Dean shook his head slowly as though in denial but did not speak. And inexorably Yamada kept on.

“For years, generations, since then she has dwelt in the sea, waiting. Her power is strongest here, where she once lived. But, as I told you, only under unusual circumstances can this—transference take place. The tenants of this house might be troubled with dreams, but that would be all. The evil being had no power to steal their bodies. Your uncle knew that, or he would have insisted that the place be immediately destroyed. He did not foresee that you would ever live here.”

The little Japanese bent forward, and his eyes were twin points of black light.

“You do not need to tell me what you have undergone in the past month. I know. The sea-dweller has power over you. For one thing, there are bonds of blood, even though you are not directly descended from her. And your love for the ocean—your uncle spoke of that. You live here alone with your paintings and your imaginative fancies; you see no one else.
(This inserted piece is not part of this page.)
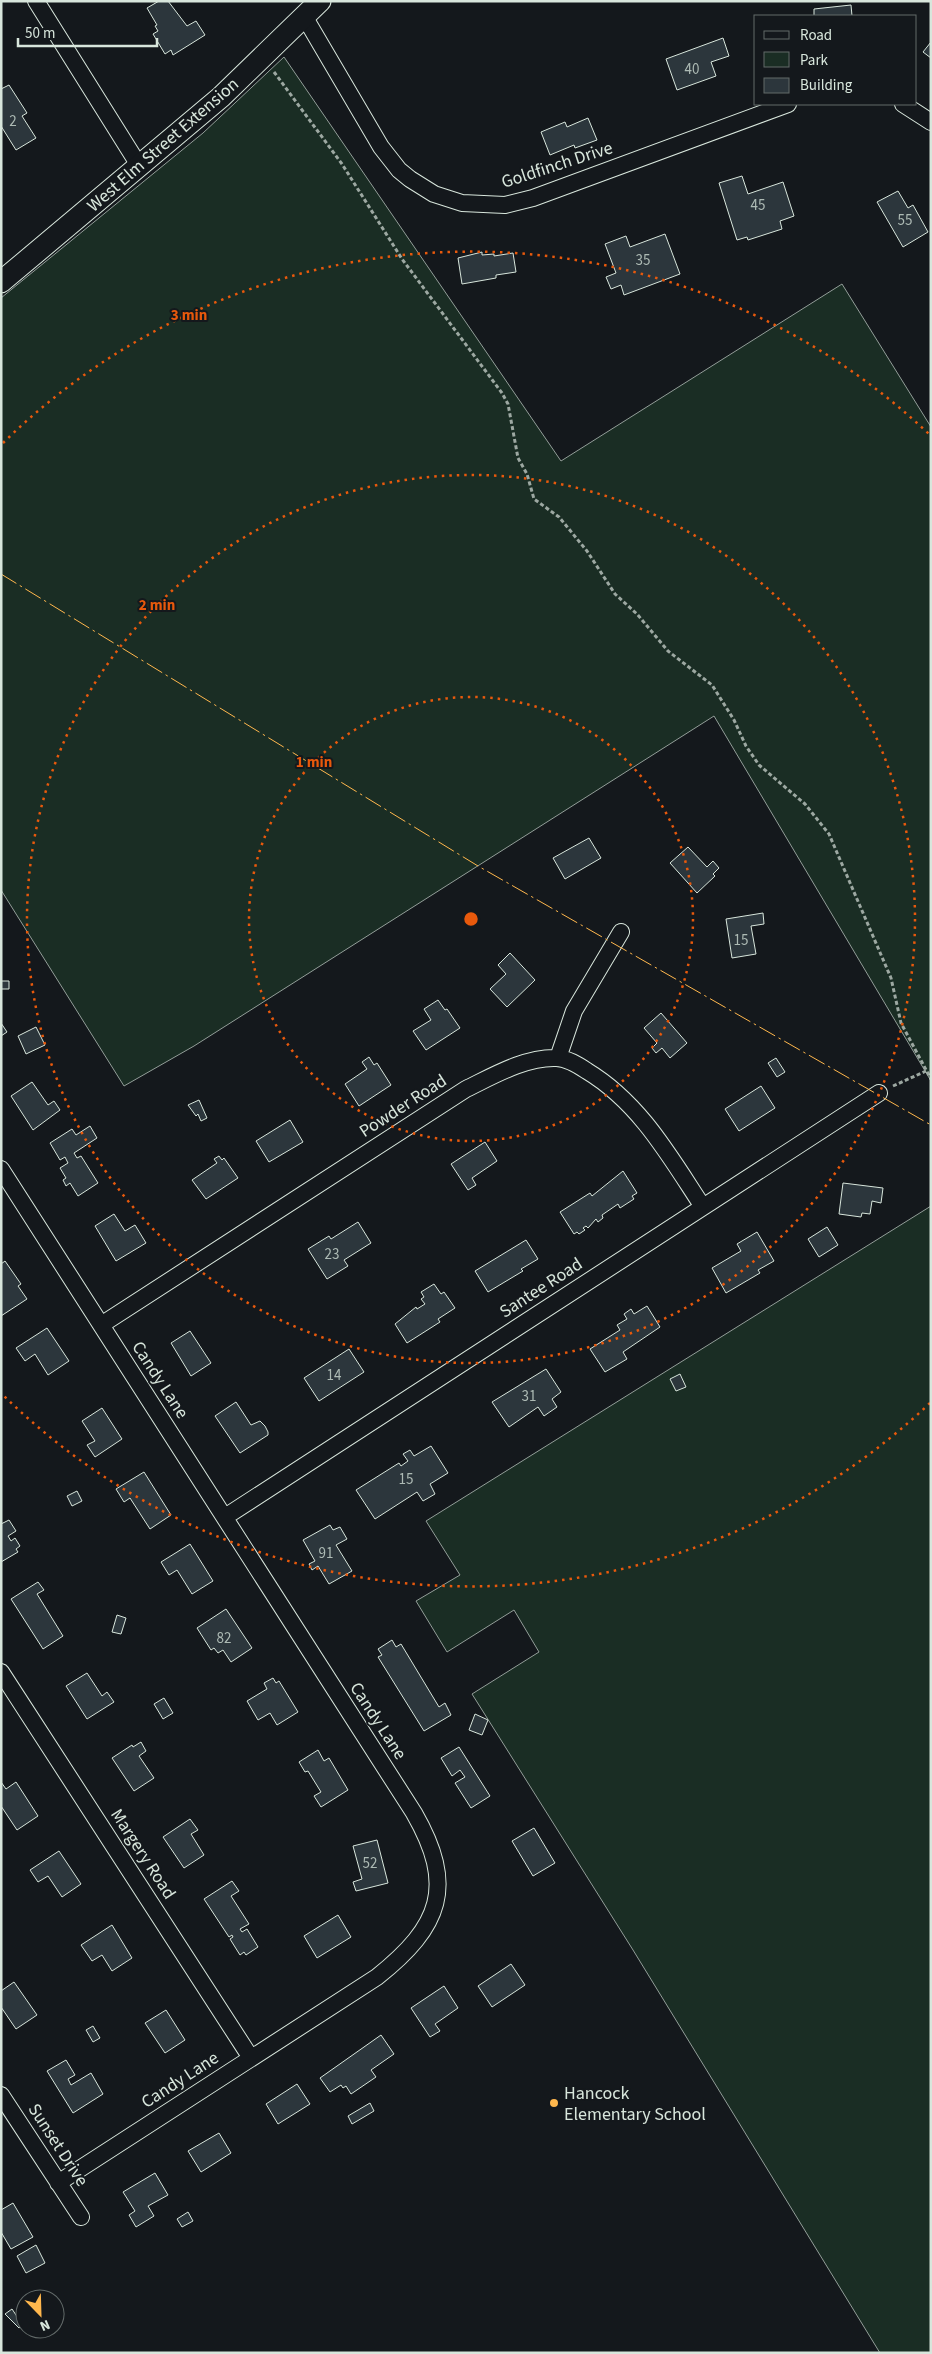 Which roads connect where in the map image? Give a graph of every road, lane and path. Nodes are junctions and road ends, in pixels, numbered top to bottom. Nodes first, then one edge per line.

You are an ideal victim, and it was easy for that sea horror to become en rapport with you. Even now you show the stigmata.”

 

Dean was silent, his face a pale shadow amidst the darker ones in the corners of the room. What was the man trying to tell him? What were these hints leading up to?

“Remember what I have said.” Doctor Yamada’s voice was fanatically earnest. “That creature wants you for your youth—your soul. She has lured you in sleep, with visions of Poseidonis, the twilight grottoes in the deep. She has sent you beguiling visions at first, to hide what she was doing. She has drained your life forces, weakened your resistance, waiting until she is strong enough to take possession of your brain.

“I have told you what she wants—what all these hybrid horrors raven for. She will reveal herself to you in time, and when her will is strong upon you in slumber, you will do her bidding. She will take you down into the deep, and show you the kraken-fouled gulfs where these things bide. You will go willingly, and that will be your doom. She may lure you to their feasts there—the feasts they hold upon the drowned things they find floating from wrecked ships. And you will live such madness in your sleep because she rules you. And then—then, when you have become weak enough, she will have her desire. The sea-thing will usurp your body and walk once more on earth. And you will go down into the darkness where once you dwelt in dreams, forever. Unless I am mistaken, you have already seen enough to know that I speak truth. I think that this terrible moment is not so far off, and I warn you that alone you cannot hope to resist the evil. Only with the aid of your uncle and me—”

Doctor Yamada stood up. He moved forward and confronted the dazed youth face to face. In a low voice he asked, “In your dreams—has the thing kissed you?"

For a heartbeat there was utter silence. Dean opened his mouth to speak, and then a curious little warning note seemed to sound in his brain. It rose, like the quiet roaring of a conch shell, and a vague nausea assailed him.

Almost without volition, he heard himself saying, “No.”

Dimly, as though from an incredibly far distance, he heard Yamada suck in his breath, as if surprised. Then the Japanese said, “That is good. Very good. Now listen: Your uncle will be here soon. He has chartered a special plane. Will you be my guest until he arrives?”

The room seemed to darken before Dean’s eyes. The form of the Japanese was receding, dwindling. Through the window the surf sound came crashing, and it rolled on in waves through Dean’s brain. In its thunder a thin, insistent whispering penetrated.

“Accept,” it murmured. “Accept!” And Dean heard his own voice accept Yamada’s invitation.

He seemed incapable of coherent thought. This last dream haunted him—and now Doctor Yamada’s disturbing story—he was ill—that was it!—very ill. He wanted very much to sleep, now. A flood of darkness seemed to wash up and engulf him. Gratefully he allowed it to sweep through his tired head. Nothing existed but the dark, and a restless lapping of unquiet waters.

Yet he seemed to know, in an odd way, that he was still—some outer part of him—conscious. He strangely realized that he and Doctor Yamada had left the house, were entering a car, and driving a long way. He was—with that strange, external other self—talking casually to the doctor; entering his house in San Pedro; drinking; eating. And all the while his soul, his real being, was buried in waves of blackness.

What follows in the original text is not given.